[Excerpts from a dataset]

┄┄┄┄┄┄

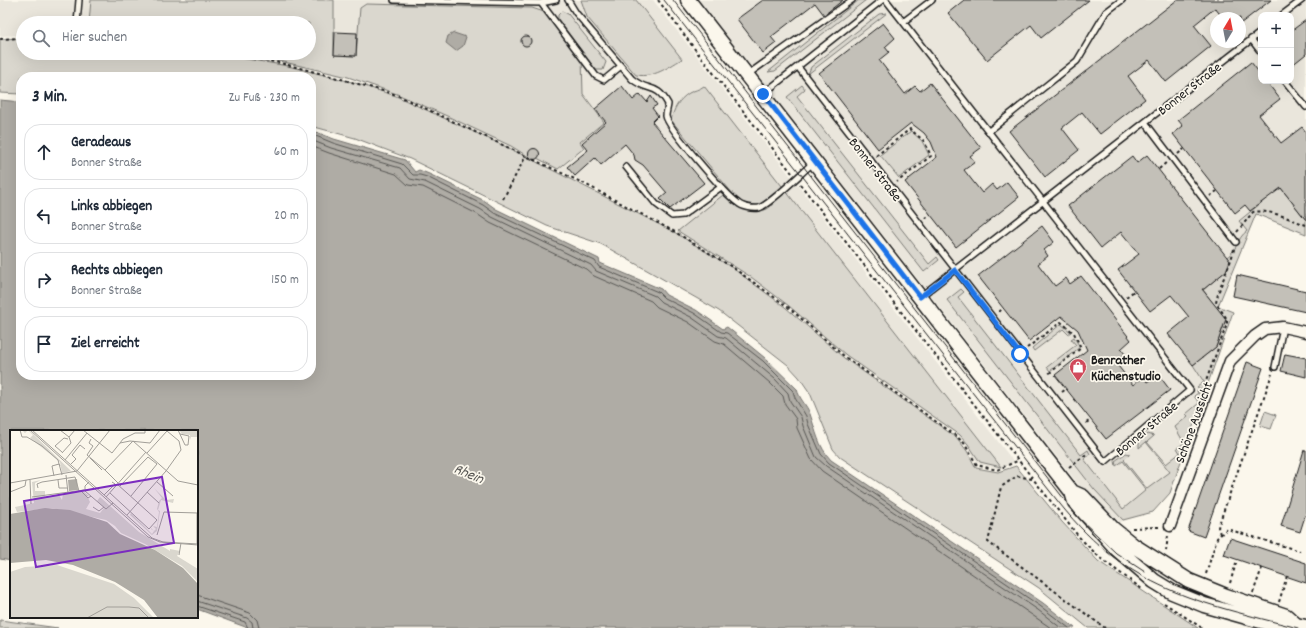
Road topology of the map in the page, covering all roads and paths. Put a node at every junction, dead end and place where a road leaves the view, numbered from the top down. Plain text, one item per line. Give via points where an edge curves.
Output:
1 (79, 0) edge
2 (394, 0) edge
3 (420, 0) edge
4 (556, 0) edge
5 (568, 0) edge
6 (658, 0) edge
7 (688, 0) edge
8 (852, 0) edge
9 (882, 0) edge
10 (886, 0) edge
11 (932, 0) edge
12 (1122, 0) edge
13 (1302, 0) edge
14 (523, 1) edge
15 (541, 3) junction
16 (1286, 12) edge
17 (78, 16) edge
18 (903, 22) junction
19 (1258, 34) edge
20 (16, 38) edge
21 (0, 39) edge
22 (1251, 39) junction
23 (1258, 48) edge
24 (256, 60) edge
25 (621, 66) junction
26 (798, 67) junction
27 (313, 72) edge
28 (316, 73) edge
29 (747, 75) junction
30 (1287, 84) edge
31 (763, 94) junction
32 (1306, 107) edge
33 (1145, 122) junction
34 (989, 131) junction
35 (526, 156) junction
36 (870, 161) junction
37 (814, 162) junction
38 (626, 167) dead end
39 (796, 178) junction
40 (721, 187) junction
41 (890, 187) junction
42 (504, 199) dead end
43 (1043, 201) junction
44 (1306, 226) edge
45 (1232, 237) junction
46 (1236, 242) joint
47 (955, 270) junction
48 (920, 297) junction
49 (1283, 327) junction
50 (1306, 332) edge
51 (1020, 354) junction
52 (1275, 367) joint
53 (1040, 380) junction
54 (1190, 390) junction
55 (1094, 448) junction
56 (1017, 461) junction
57 (1059, 475) junction
58 (1033, 479) junction
59 (1072, 492) junction
60 (1170, 526) junction
61 (1113, 529) junction
62 (1220, 534) junction
63 (1300, 551) dead end
64 (1237, 560) dead end
65 (1163, 566) junction
66 (1262, 568) dead end
67 (1288, 576) dead end
68 (1134, 584) dead end
69 (1202, 587) junction
70 (1226, 596) junction
71 (1161, 602) dead end
72 (1250, 604) junction
73 (1276, 612) junction
74 (1301, 626) edge
75 (1105, 628) edge
76 (1202, 628) edge

1 - 17 lane
2 - 3 lane
3 - 14 lane
4 - 15 lane
5 - 25 lane
6 - 39 path
7 - 29 main road
8 - 29 lane
9 - 26 lane
10 - 18 lane, Bonner Straße
11 - 18 lane
12 - 34 lane via 1106,12 1077,61
13 - 16 lane
14 - 15 lane
15 - 25 lane via 596,76 604,80
18 - 34 lane, Bonner Straße
19 - 22 lane, Bonner Straße
20 - 21 path
22 - 23 lane
22 - 33 lane, Bonner Straße
24 - 27 path
25 - 40 lane via 641,86 656,89 663,95 668,104 666,116 672,129
26 - 31 lane
26 - 36 lane, Bonner Straße
28 - 35 path via 390,93
29 - 31 main road
30 - 32 lane
31 - 37 main road
33 - 43 lane, Bonner Straße
33 - 45 lane, Bonner Straße
34 - 43 lane, Bonner Straße
35 - 42 path
35 - 56 path via 675,232 732,267 788,307 845,357 956,434 977,465 997,470
36 - 41 lane, Bonner Straße
36 - 41 path via 910,129 924,141 931,156
37 - 39 lane
37 - 48 main road
38 - 40 lane via 656,204 672,216 683,215
39 - 40 lane via 758,208 738,204
39 - 56 path
41 - 47 lane, Bonner Straße
43 - 47 lane, Bonner Straße
43 - 54 lane, Bonner Straße
44 - 45 path via 1275,214 1253,212
45 - 46 lane, Bonner Straße
46 - 54 path via 1216,303 1227,319 1227,324 1202,392
47 - 48 lane, Bonner Straße
47 - 51 lane, Bonner Straße
48 - 57 main road
49 - 50 street
49 - 52 lane
49 - 60 street, Schöne Aussicht via 1266,329 1255,336 1230,361
51 - 53 lane, Bonner Straße
51 - 53 path via 1061,322 1074,333 1081,348
52 - 62 path via 1218,527
53 - 55 lane, Bonner Straße
54 - 55 lane, Bonner Straße via 1105,462
55 - 57 path
56 - 58 path
57 - 59 main road
58 - 68 path via 1079,537 1100,558
58 - 75 path via 1017,476 1001,487 988,542
59 - 61 main road via 1083,497
59 - 74 main road via 1075,502 1097,529 1154,581 1204,605 1278,625
60 - 61 path
60 - 65 path
61 - 65 main road
62 - 63 path via 1227,529
62 - 69 path
64 - 70 path
65 - 69 main road
66 - 72 path
67 - 73 path
69 - 70 main road
70 - 72 main road
71 - 76 path
72 - 73 main road
73 - 74 main road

┄┄┄┄┄┄

• _EXERCISE BRIEF_
Which lines of the data contain the word "dead"? Copy each one.

• _RESULT OF THE EXERCISE_
Road topology of the map in the page, covering all roads and paths. Put a node at every junction, dead end and place where a road leaves the view, numbered from the top down. Plain text, one item per line. Give via points where an edge curves.
38 (626, 167) dead end
42 (504, 199) dead end
63 (1300, 551) dead end
64 (1237, 560) dead end
66 (1262, 568) dead end
67 (1288, 576) dead end
68 (1134, 584) dead end
71 (1161, 602) dead end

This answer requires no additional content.